HOG-Layout: Hierarchical 3D Scene Generation, Optimization and Editing via Vision-Language Models¶
Conference: CVPR 2026
arXiv: 2604.10772
Code: None
Area: Multimodal VLM
Keywords: 3D scene generation, scene editing, vision-language models, hierarchical optimization, RAG
TL;DR¶
Ours proposes HOG-Layout, a hierarchical 3D indoor scene generation, optimization, and editing framework based on VLMs and LLMs. By enhancing semantic consistency with RAG and ensuring physical plausibility through force-guided hierarchical optimization, it outperforms LayoutVLM on SceneEval with 4.5x faster speed.
Background & Motivation¶
- Background: 3D indoor scene generation serves interior design, VR, and embodied AI. Traditional methods learn layouts from data (graph networks, Transformers, diffusion models) or directly generate appearances (NeRF, Gaussian Splatting), but are limited by diversity or lack of interactivity. The emergence of LLMs/VLMs enables open-vocabulary scene generation.
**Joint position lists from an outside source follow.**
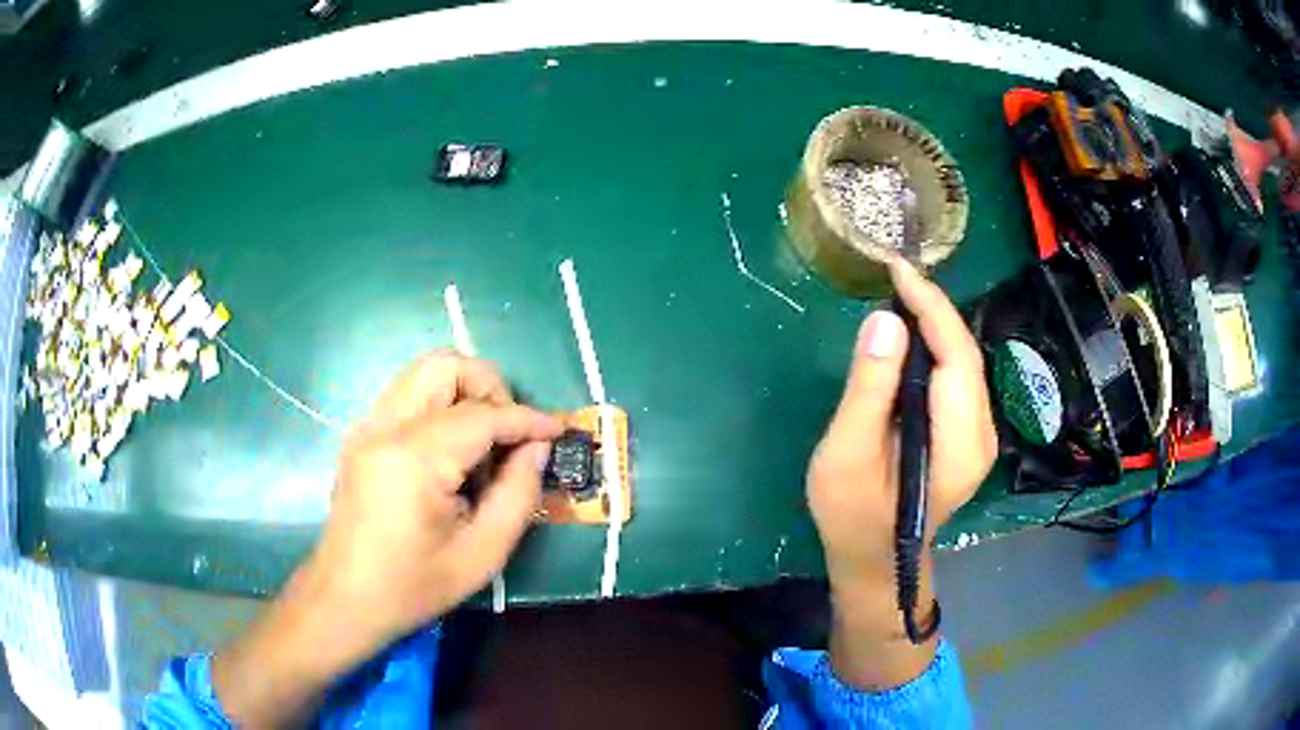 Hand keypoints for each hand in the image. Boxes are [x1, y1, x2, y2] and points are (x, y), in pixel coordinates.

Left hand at [213, 352, 561, 726]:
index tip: (558, 429)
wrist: (345, 599)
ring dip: (463, 394)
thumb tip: (537, 447)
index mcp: (414, 460)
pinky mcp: (361, 436)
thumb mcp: (482, 555)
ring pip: (423, 373)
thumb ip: (518, 494)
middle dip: (489, 387)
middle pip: (444, 366)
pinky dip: (440, 406)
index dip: (527, 418)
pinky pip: (408, 396)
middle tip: (510, 435)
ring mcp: (367, 427)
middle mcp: (385, 428)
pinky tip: (452, 455)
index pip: (482, 415)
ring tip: (484, 444)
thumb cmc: (413, 587)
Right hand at [809, 259, 996, 688]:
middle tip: (893, 275)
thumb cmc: (853, 514)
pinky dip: (936, 347)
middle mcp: (981, 435)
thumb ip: (869, 390)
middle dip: (933, 308)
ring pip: (964, 363)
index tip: (898, 270)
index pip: (956, 357)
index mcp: (958, 444)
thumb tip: (885, 320)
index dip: (932, 307)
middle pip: (965, 355)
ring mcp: (979, 436)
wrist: (874, 557)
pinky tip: (911, 334)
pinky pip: (957, 378)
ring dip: (935, 324)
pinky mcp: (967, 434)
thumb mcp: (847, 455)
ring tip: (900, 293) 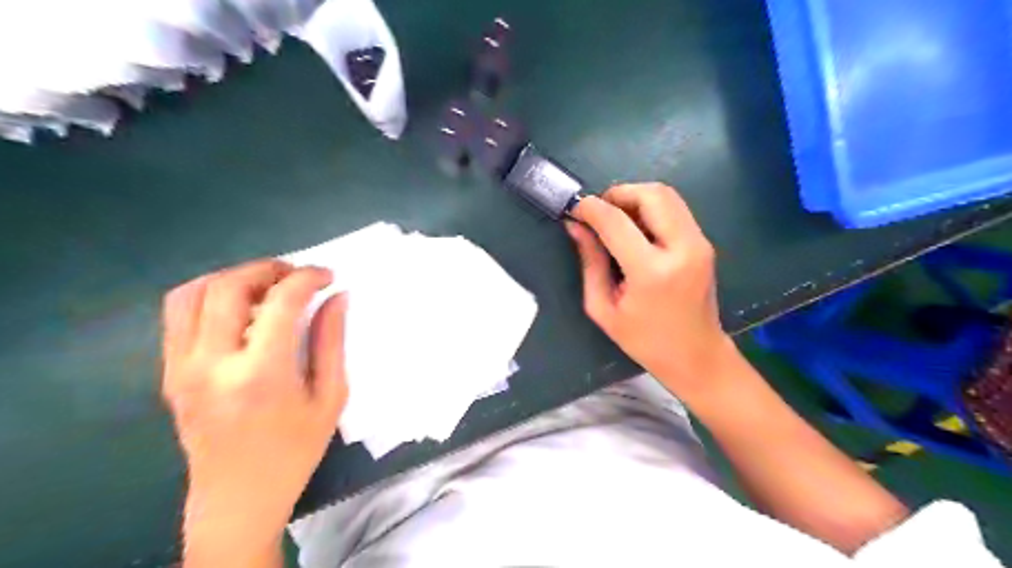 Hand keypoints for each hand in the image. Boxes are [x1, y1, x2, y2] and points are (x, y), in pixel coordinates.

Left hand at [160, 260, 344, 563]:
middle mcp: (211, 364)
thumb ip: (331, 341)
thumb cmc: (295, 451)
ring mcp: (181, 368)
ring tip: (267, 286)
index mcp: (261, 375)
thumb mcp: (330, 397)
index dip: (308, 278)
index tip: (328, 276)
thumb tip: (337, 297)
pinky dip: (209, 296)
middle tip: (297, 275)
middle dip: (268, 269)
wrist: (237, 498)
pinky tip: (240, 308)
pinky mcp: (169, 373)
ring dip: (233, 277)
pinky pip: (179, 315)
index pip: (280, 302)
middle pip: (228, 286)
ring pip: (193, 293)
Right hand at [565, 184, 731, 400]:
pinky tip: (636, 229)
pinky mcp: (704, 243)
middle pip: (651, 194)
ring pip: (667, 195)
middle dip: (618, 194)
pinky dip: (651, 208)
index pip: (617, 222)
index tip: (575, 208)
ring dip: (636, 197)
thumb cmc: (644, 340)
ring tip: (616, 219)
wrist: (696, 355)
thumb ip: (590, 262)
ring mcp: (699, 243)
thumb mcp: (603, 308)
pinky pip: (675, 209)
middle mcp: (682, 249)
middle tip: (599, 212)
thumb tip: (575, 226)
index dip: (591, 208)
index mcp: (651, 272) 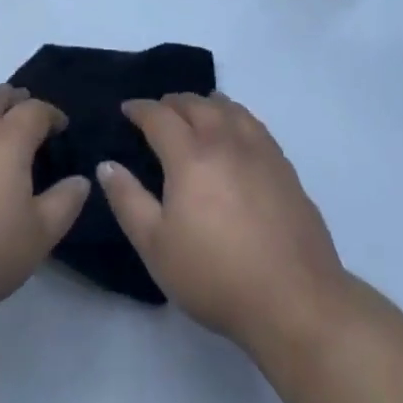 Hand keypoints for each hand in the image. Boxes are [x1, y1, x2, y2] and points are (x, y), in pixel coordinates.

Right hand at [99, 93, 346, 352]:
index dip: (139, 108)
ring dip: (205, 103)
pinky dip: (235, 116)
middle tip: (158, 112)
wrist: (295, 300)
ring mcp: (259, 150)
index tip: (126, 109)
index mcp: (190, 155)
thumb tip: (107, 164)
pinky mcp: (284, 167)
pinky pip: (253, 124)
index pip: (159, 116)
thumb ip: (127, 200)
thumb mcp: (156, 246)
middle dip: (171, 102)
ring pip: (228, 107)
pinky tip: (234, 133)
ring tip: (196, 113)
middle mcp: (224, 140)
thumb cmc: (216, 275)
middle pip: (195, 104) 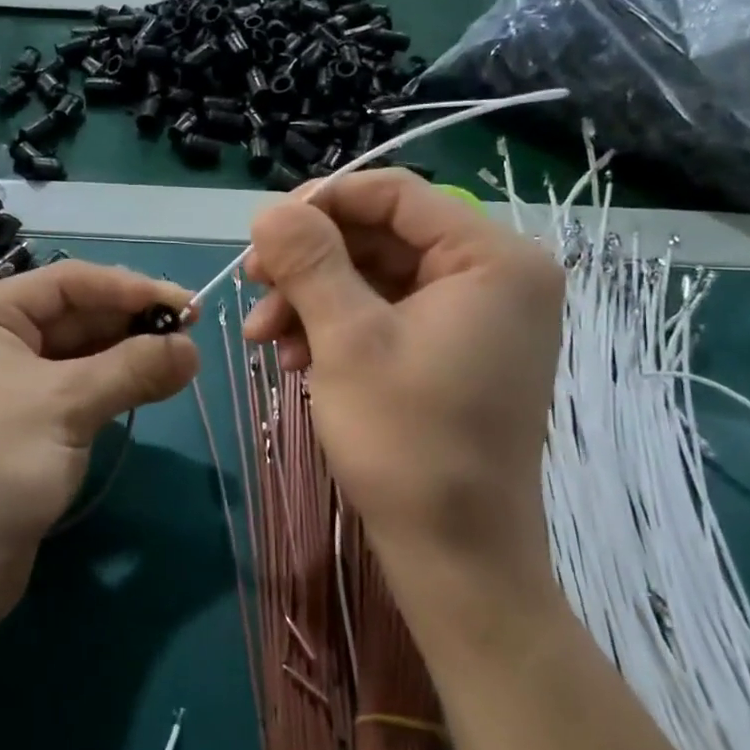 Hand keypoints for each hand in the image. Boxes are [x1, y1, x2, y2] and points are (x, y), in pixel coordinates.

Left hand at [0, 260, 198, 615]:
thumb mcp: (68, 403)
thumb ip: (134, 367)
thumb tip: (194, 350)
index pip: (67, 283)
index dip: (130, 288)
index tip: (187, 306)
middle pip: (74, 317)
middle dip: (132, 324)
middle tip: (192, 335)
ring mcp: (5, 385)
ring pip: (78, 356)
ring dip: (129, 357)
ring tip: (183, 361)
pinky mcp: (23, 425)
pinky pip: (75, 390)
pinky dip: (113, 387)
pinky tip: (152, 387)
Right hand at [242, 171, 564, 632]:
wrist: (456, 554)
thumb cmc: (408, 441)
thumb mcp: (347, 340)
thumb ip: (309, 261)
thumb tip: (270, 209)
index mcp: (494, 259)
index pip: (395, 195)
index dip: (321, 204)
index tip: (261, 234)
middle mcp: (497, 276)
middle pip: (383, 236)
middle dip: (310, 262)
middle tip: (252, 284)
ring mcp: (478, 316)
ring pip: (377, 277)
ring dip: (314, 298)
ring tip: (264, 337)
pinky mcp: (457, 349)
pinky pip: (389, 314)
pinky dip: (338, 327)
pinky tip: (296, 357)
- Limitations of Prior Work: Direct layout generation by LLMs (e.g., LayoutGPT) can produce collisions and unreasonable placements; incorporating spatial constraints (e.g., Holodeck) improves plausibility but sacrifices diversity; VLM methods (e.g., LayoutVLM) improve semantic consistency but require predefined object sets and involve time-consuming gradient-based optimization (~321s/scene). All methods primary focus on generation from scratch, ignoring the more critical real-world need for scene editing.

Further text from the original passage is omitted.